Connect with us

Actus

La finance islamique, une finance éthique

« Le terme finance islamique recouvre l’ensemble des transactions et produits financiers conformes aux principes de la loi coranique, qui supposent l’interdiction de l’intérêt, de l’incertitude, de la spéculation, l’interdiction d’investir dans des secteurs considérés comme illicites (alcool, tabac, paris sur les jeux, etc.), ainsi que le respect du principe de partage des pertes et des profits. » La Finance Islamique est donc une norme financière, à ne pas entendre comme une dimension purement religieuse, identitaire.

Au Niger, l’Association Nigérienne de Promotion de la Finance Islamique (ANEFI) est la structure ayant pour but de promouvoir cette norme. C’est une ONG créée le 11 août 2012 et reconnue par le Ministère de l’Intérieur le 6 janvier 2016 (Arrêté n° MISPD/ACR/DGAPJ/DLP).

En termes d’offre de services financiers islamiques nous avons d’une part les établissements de crédit comme la Banque Islamique du Niger (BIN), créée en 1983 et exerçant la finance islamique à titre exclusif ; Coris Bank International qui exerce partiellement la finance islamique à travers sa branche « Coris International Baraka Niger » lancée en 2021. D’autre part, il a les Systèmes Financiers Décentralisés (SFD) : Tadaamoun Finance SA, Al Izza Finance islamique (AFI), Al Amana Financial Islamic SA, AL IIMAN FINANCE SA.

En ce qui concerne l’offre de formation, il s’agit des formations continues et qualifiantes offertes sur le territoire nigérien par l’Université Islamique au Niger (UIN) qui a lancé un Diplôme d’Etudes Supérieures Spécialisées (DESS) en finance islamique en 2019 ; certaines universités (ADU, UIT de Tahoua, etc.) et écoles de commerce (ETEC, HECF, ESPIM, …), et des cabinets de formation et de conseils locaux et internationaux délivrant des certificats en finance islamique.

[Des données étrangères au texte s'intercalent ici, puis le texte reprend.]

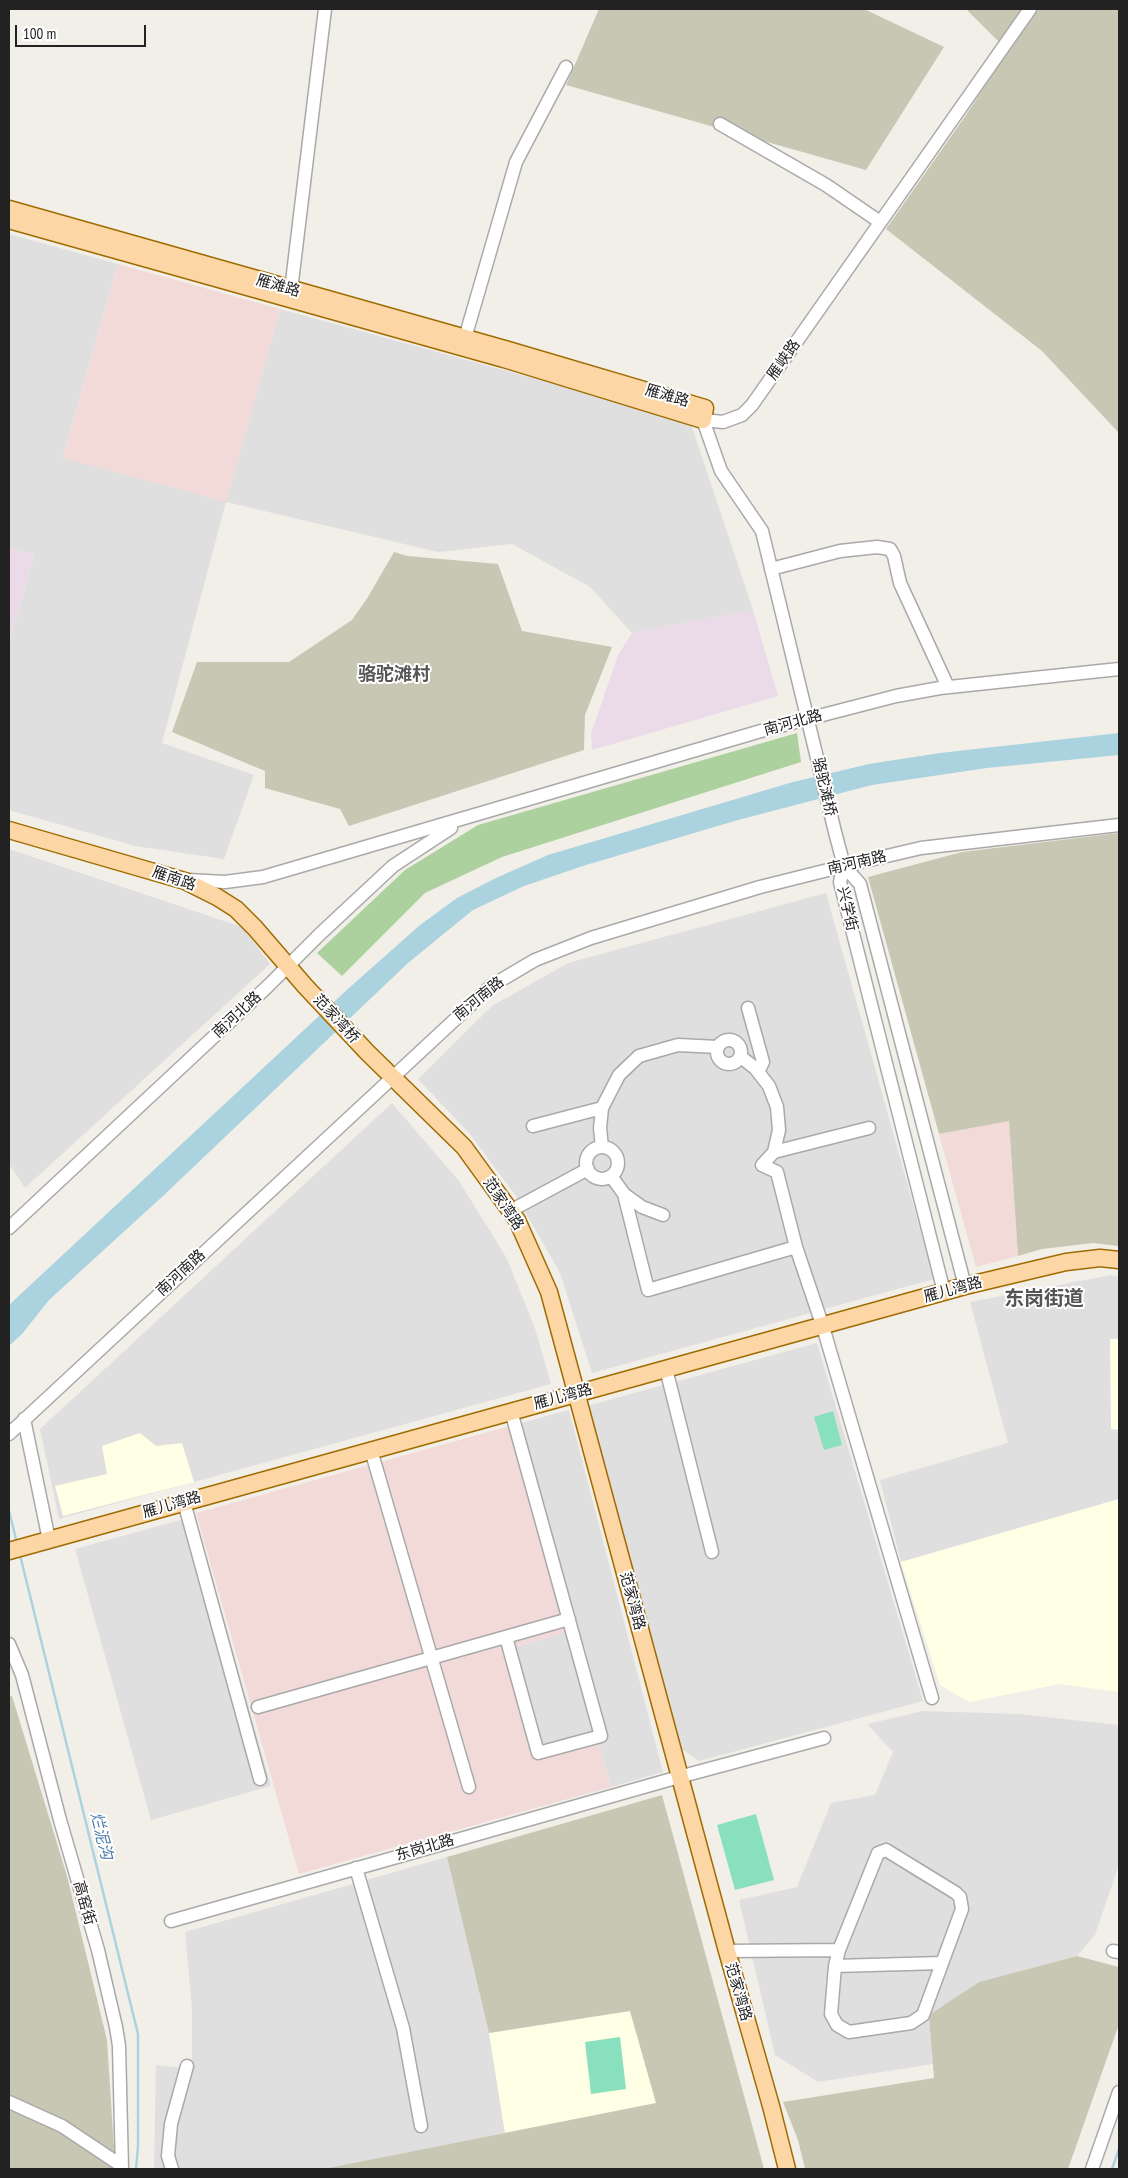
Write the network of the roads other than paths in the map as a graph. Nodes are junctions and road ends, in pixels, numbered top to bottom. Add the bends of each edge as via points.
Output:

Les défis et contraintes liés à la finance islamique au Niger sont de plusieurs ordres parmi lesquels on peut citer :

  •  Les défis d’ordre structurel : Il s’agit d’avoir une économie dynamique dans laquelle les besoins en capitaux sont exprimés et que ces derniers soient utilisés de manière efficace. Par ailleurs, structure de la concurrence actuelle dominée par les institutions financières classiques n’est pas de nature à permettre un développement rapide de la finance islamique.
  • Les défis d’ordre juridique et fiscal : Il s’agit des insuffisances du cadre réglementaire et fiscal qui régit l’activité de finance islamique. En effet, depuis la publication des instructions de la BCEAO en 2018 pour les banques et les SFD d’une part et du règlement n°003/CIMA/PCMA/PCE/2019 du 10 octobre 2019 de la CIMA pour les compagnies d’assurance, il n’y a pas eu d’autres dispositions règlementaires concernant cette activité. A part cela, il n’existe pas de dispositions fiscales spécifiques pour éviter les risques fiscaux liés à certaines opérations de finance islamiques.
  • Les défis d’ordre social : Nous pouvons citer à ce niveau une certaine perception populaire créant une aversion pour le système bancaire de façon générale du fait des multiples crises systémiques et/ou institutionnelles vécues au Niger. A l’inverse, d’autres acteurs considèrent la finance islamique comme une œuvre de bienfaisance en limitant les opérations au prêt sans intérêt (qard hassan) ou au don (zakat, sadaqat etc.).
    Nous estimons que le comportement de l’ensemble acteurs (clients, financiers, régulateurs etc.) doit refléter l’éthique islamique privilégiant certaines valeurs comme l’intégrité, la transparence, l’équité, le respect des engagements etc. d’où la nécessité d’une compagne de sensibilisation à grande échelle.
  • Les défis d’ordre technique : Il s’agit surtout de s’entourer des compétences techniques appropriées pour exercer l’activité de finance islamique au Niger. A cet effet, la formation et le renforcement des capacités des acteurs clé doivent être une priorité. Il est aussi nécessaire de développer le numérique dans tous les aspects de l’industrie financière islamique.

 

La Finance Islamique au Niger relèvera tous ces défis et connaitra ses lettres de noblesse avec les approches que nous proposons ci-après.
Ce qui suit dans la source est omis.